* _REQUIREMENT_
Needed from the data below: all lines that contain the word "list".

* _DATA FOR ANALYSIS_
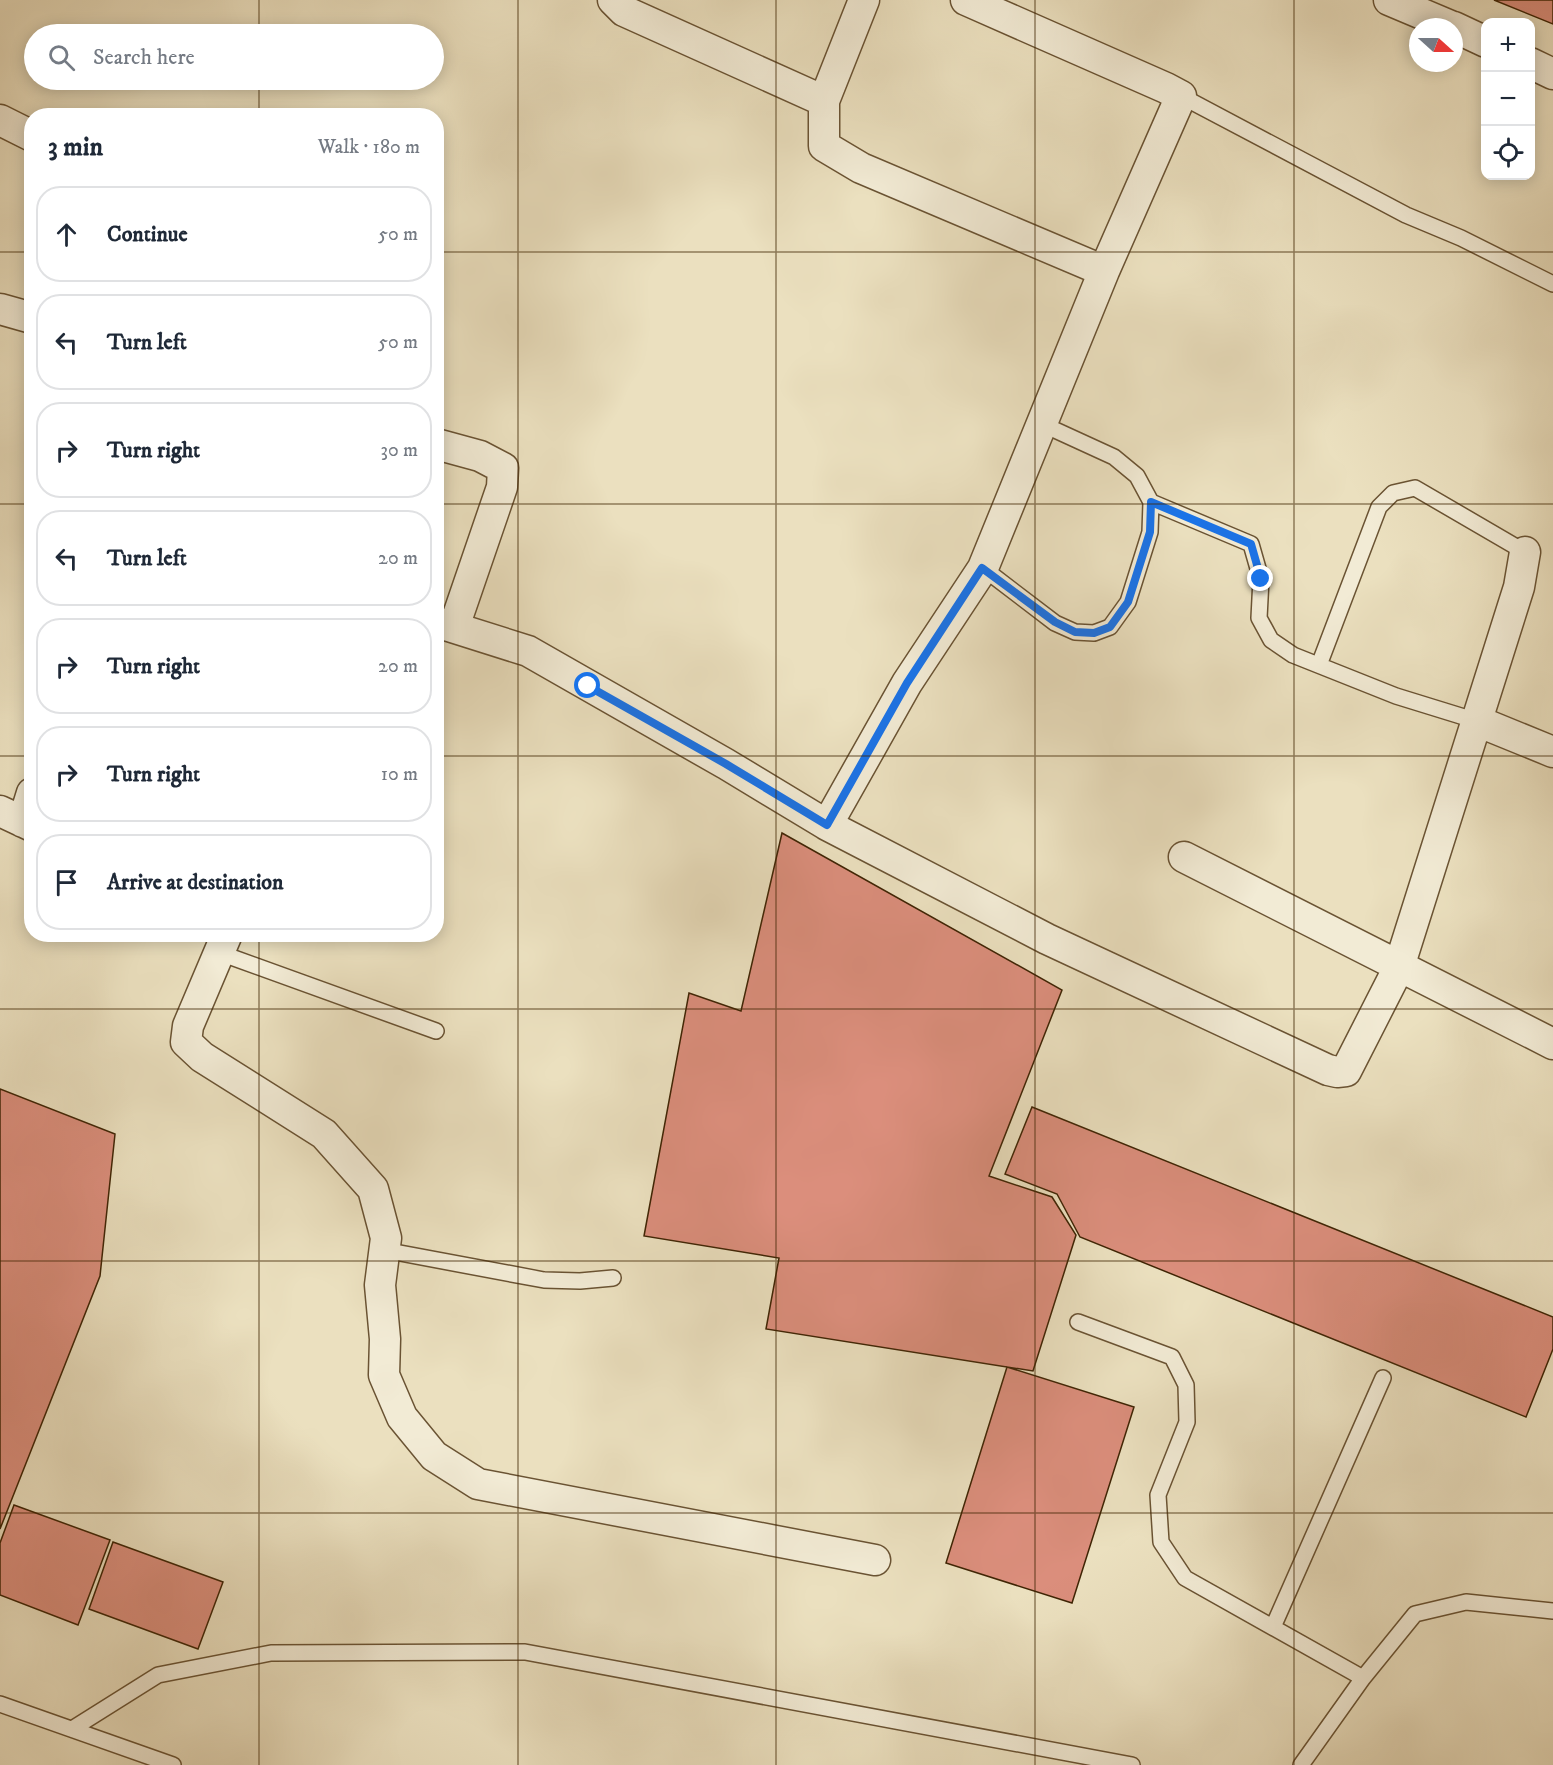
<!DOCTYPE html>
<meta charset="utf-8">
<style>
:root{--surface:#fff;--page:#f6f6f7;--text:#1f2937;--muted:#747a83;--line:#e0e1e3}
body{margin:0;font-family:"IM FELL DW Pica",serif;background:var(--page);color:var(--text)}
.controls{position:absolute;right:18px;top:18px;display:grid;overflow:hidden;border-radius:12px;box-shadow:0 3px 15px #0003}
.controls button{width:54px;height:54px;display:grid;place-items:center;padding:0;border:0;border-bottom:2px solid var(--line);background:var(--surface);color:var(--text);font:30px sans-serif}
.compass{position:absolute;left:1409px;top:18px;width:54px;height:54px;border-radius:50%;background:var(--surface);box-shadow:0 3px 15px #0003;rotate:111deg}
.stop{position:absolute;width:18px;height:18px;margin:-14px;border:4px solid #1a73e8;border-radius:50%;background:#fff}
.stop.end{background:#1a73e8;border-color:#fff;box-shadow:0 2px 6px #0008}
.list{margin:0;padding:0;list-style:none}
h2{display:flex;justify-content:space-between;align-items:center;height:78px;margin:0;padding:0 24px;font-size:26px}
h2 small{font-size:20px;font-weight:400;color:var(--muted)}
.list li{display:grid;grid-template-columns:39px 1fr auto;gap:18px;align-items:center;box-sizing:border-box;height:96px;margin:0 12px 12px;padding:0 12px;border:2px solid var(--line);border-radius:24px}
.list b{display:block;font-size:22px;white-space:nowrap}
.list em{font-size:20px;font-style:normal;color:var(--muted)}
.icon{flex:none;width:33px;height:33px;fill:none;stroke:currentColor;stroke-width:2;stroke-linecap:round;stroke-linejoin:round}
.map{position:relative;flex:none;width:1553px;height:1765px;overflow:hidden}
.search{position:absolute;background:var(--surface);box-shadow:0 3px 15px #0003;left:24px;top:24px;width:420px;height:66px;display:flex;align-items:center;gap:15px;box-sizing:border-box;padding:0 21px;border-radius:33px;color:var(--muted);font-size:22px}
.panel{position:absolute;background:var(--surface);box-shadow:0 3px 15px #0003;left:24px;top:108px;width:420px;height:834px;border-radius:24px}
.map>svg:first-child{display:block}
.building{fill:#db8e7c;stroke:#3f2404;stroke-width:1.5}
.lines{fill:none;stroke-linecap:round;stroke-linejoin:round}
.service-casing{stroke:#6a5333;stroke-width:18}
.minor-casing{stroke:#6a5333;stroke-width:33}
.service{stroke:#f2ebd5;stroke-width:15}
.minor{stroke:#f2ebd5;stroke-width:30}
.route{stroke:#1a73e8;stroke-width:8}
.grid{fill:none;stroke:#3f2404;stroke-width:1.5;stroke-opacity:0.55}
</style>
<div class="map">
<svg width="1553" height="1765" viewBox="0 0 1553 1765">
<rect width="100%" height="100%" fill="#ebe0bf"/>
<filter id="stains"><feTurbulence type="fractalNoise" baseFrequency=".00333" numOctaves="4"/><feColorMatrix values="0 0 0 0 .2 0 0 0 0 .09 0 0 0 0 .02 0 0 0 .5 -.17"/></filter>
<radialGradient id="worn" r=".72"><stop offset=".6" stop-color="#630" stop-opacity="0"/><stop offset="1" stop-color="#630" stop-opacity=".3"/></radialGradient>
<!-- building -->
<path class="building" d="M 1494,0 L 1553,0 L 1553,24 Z
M 782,833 L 1062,990 L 989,1176 L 1052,1197 L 1076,1235 L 1033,1371 L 766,1329 L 779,1258 L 644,1236 L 689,993 L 741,1011 Z
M 0,1089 L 115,1134 L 100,1276 L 0,1529 Z
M 1032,1107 L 1553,1317 L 1553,1349 L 1526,1417 L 1080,1237 L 1057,1194 L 1005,1174 Z
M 1007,1367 L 1134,1407 L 1072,1603 L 946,1563 Z
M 14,1505 L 110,1540 L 78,1625 L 0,1595 L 0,1543 Z
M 113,1542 L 223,1582 L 198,1649 L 89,1609 Z"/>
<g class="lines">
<!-- service casing -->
<g class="service-casing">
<path id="service" d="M 1181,96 L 1406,215 L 1461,238 L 1553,284
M 1151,502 L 1251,544 L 1261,579 L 1259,618 L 1271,640 L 1293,655 L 1396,696 L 1477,721
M 983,568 L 1055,623 L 1075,632 L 1094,633 L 1110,627 L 1128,602 L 1150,532 L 1151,502 L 1137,476 L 1114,457 L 1042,424
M 1319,665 L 1379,507 L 1393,493 L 1415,488 L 1525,552
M 220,953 L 436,1031
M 384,1250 L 544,1280 L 580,1281 L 613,1278
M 1078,1322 L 1172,1357 L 1186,1385 L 1187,1422 L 1158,1495 L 1161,1542 L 1185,1578 L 1363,1678
M 1273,1627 L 1383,1378
M 0,1704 L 173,1765
M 72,1729 L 158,1675 L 271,1653 L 525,1652 L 1132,1765
M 1301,1765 L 1363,1678 L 1415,1614 L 1466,1602 L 1553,1611"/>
</g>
<!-- minor casing -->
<g class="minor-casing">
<path id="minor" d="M 613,0 L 624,11 L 824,101
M 864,0 L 824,101 L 824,146 L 861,168 L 1104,271
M 1389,0 L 1453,27
M 1454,27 L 1486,42
M 1530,63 L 1553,74
M 0,120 L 32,136
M 0,309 L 32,318
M 436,444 L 480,456 L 503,468 L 502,487 L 454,627
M 436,622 L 528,651 L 726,764 L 827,825 L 1047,939 L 1328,1070 L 1337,1072 L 1346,1071 L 1399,967 L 1519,587 L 1525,552
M 1477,721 L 1553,752
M 0,811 L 32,826
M 23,822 L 32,793
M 827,825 L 907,683 L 983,568 L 1104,271 L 1181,96 L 1166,88 L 966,0
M 1184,857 L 1553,1044
M 227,934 L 188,1026 L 186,1042 L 202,1057 L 324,1134 L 373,1189 L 386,1238 L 380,1285 L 385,1339 L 384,1375 L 402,1417 L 434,1456 L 478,1484 L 875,1560"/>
</g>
<!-- service -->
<use href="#service" class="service"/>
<!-- minor -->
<use href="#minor" class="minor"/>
</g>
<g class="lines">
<!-- route -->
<path class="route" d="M 588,686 L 726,764 L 827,825 L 907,683 L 982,568 L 1055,622 L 1075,632 L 1094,633 L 1110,627 L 1128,602 L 1150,532 L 1151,502 L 1251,544 L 1261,579"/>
</g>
<!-- grid -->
<path class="grid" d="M 259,0 L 259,34M 518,0 L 518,1765M 776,0 L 776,1765M 1035,0 L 1035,1765M 1294,0 L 1294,1765M 259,80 L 259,116M 0,252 L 32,252M 436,252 L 1553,252M 0,504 L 32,504M 436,504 L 1553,504M 0,756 L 32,756M 436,756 L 1553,756M 259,934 L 259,1765M 0,1009 L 1553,1009M 0,1261 L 1553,1261M 0,1513 L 1553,1513"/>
<rect width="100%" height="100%" filter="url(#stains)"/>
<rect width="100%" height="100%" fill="url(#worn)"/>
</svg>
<div class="controls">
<button>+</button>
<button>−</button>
<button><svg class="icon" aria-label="locate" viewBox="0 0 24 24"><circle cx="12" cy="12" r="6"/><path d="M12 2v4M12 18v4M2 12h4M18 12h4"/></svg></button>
</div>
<svg class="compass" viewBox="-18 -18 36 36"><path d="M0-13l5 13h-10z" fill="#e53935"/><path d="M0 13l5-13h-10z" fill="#747a83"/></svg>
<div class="stop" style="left:588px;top:686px"></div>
<div class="stop end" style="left:1261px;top:579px"></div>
<div class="search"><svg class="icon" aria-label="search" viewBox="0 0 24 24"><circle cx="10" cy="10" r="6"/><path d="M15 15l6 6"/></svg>Search here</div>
<section class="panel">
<h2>3 min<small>Walk · 180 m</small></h2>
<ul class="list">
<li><svg class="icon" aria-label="ahead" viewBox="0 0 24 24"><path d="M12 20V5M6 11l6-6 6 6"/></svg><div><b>Continue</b></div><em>50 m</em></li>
<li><svg class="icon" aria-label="left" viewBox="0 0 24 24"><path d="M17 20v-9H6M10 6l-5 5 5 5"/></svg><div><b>Turn left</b></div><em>50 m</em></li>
<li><svg class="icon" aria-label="right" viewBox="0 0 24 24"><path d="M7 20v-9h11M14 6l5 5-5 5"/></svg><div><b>Turn right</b></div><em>30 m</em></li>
<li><svg class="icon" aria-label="left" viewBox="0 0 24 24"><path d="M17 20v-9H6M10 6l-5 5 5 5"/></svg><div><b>Turn left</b></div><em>20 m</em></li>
<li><svg class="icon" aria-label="right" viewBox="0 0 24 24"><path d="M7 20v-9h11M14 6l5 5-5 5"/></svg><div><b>Turn right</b></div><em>20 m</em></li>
<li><svg class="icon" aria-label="right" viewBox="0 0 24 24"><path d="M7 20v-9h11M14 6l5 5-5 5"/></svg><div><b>Turn right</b></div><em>10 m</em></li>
<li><svg class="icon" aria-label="arrive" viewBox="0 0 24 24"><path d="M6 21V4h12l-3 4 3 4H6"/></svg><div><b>Arrive at destination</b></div></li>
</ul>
</section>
</div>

* _FINISHED EXERCISE_
.list{margin:0;padding:0;list-style:none}
.list li{display:grid;grid-template-columns:39px 1fr auto;gap:18px;align-items:center;box-sizing:border-box;height:96px;margin:0 12px 12px;padding:0 12px;border:2px solid var(--line);border-radius:24px}
.list b{display:block;font-size:22px;white-space:nowrap}
.list em{font-size:20px;font-style:normal;color:var(--muted)}
<ul class="list">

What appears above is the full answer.